So, for example, I would have a spreadsheet like the following which would have custom functions to go out and retrieve the value of the relevant XML element response to populate the cell:
Cell A B C D E
1 Username kscore Network score Amplification score True reach
2 thewinchester =kscore(A2) =nscore(A2) =ascore(A2) =tscore(A2)
Questions
Are there any gSpreadsheet examples you know of that use an API to pull data in from an external source?
How would one write a custom function to fetch the result from the API and populate a cell with a result of a specific element?
Any information, examples or helpers you have are greatly appreciated.
You want the importXML function, documented here. The formula you want will look something like this:
=importXML("http://api.klout.com/1/users/show.xml?key=SECRET&users=" + A1, "//users/user/score/kscore")
You could write a custom script with Google AppScript, but there's a simple solution to this similar to what Nick Johnson posted.
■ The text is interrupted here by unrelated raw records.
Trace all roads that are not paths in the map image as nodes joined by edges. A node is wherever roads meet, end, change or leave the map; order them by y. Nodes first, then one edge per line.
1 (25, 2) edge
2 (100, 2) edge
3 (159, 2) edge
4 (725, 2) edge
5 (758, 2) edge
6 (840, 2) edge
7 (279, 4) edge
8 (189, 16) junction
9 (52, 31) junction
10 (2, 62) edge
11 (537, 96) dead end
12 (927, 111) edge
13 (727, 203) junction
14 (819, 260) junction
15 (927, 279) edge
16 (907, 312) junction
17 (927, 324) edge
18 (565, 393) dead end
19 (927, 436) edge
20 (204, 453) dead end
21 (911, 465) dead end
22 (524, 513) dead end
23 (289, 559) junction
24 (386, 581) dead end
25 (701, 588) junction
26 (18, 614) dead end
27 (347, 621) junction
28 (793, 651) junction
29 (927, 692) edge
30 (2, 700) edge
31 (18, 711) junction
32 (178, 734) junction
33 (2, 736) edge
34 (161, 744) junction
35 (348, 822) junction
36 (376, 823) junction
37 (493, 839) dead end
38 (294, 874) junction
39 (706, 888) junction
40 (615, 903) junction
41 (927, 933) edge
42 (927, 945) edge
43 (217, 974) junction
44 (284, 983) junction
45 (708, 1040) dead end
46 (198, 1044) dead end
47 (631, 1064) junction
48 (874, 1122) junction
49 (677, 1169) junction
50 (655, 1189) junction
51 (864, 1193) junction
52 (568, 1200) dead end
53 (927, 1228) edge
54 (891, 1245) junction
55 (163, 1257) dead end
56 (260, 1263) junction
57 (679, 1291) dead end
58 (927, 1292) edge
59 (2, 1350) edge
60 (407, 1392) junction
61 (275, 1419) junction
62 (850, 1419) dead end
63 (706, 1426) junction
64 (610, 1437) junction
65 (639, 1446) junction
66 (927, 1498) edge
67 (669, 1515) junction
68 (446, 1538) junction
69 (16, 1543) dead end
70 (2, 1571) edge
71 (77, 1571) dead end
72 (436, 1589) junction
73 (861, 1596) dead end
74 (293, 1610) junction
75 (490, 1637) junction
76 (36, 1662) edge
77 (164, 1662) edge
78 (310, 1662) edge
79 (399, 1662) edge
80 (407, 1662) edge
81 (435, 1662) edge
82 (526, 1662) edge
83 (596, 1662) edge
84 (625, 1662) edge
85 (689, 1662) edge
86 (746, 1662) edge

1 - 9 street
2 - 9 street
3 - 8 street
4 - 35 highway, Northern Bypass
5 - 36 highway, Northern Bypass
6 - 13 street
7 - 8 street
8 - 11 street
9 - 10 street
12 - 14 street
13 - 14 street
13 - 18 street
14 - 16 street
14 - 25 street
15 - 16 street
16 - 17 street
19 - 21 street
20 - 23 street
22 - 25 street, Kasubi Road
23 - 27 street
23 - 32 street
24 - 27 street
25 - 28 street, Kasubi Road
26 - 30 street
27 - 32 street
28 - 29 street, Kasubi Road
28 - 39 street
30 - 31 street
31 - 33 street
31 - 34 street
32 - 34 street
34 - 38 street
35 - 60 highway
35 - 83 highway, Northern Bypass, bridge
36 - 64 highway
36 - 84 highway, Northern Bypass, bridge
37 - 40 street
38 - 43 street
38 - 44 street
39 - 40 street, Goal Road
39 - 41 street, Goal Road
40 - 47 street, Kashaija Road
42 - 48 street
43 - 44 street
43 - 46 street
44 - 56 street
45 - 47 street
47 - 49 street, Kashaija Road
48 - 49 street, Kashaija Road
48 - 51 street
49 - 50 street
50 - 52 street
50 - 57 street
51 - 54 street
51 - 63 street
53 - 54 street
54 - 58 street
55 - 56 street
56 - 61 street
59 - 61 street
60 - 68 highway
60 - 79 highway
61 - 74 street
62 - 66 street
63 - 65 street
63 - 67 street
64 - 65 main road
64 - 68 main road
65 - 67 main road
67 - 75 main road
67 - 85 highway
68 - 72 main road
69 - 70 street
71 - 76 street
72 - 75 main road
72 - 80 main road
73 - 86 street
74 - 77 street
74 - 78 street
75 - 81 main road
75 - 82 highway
I've tested this against the score function, but it could be easily adapted to the show endpoint with different XPath.
=importXML("http://api.klout.com/1/klout.xml?users="&A1&"&key=YOUR_API_KEY", "//users/user/kscore")
This presumes your Twitter IDs are in the A column.
Note, Google Docs limits the number of such importXML functions to 50 per spreadsheet. You could concatenate groups of 5 userids for each importXML call, effectively putting your limit to 250 a sheet.
This could also be adapted to a similar call in Excel that doesn't have that limit. Keep in mind the Klout ToS, though, using proper attribution and rate limits.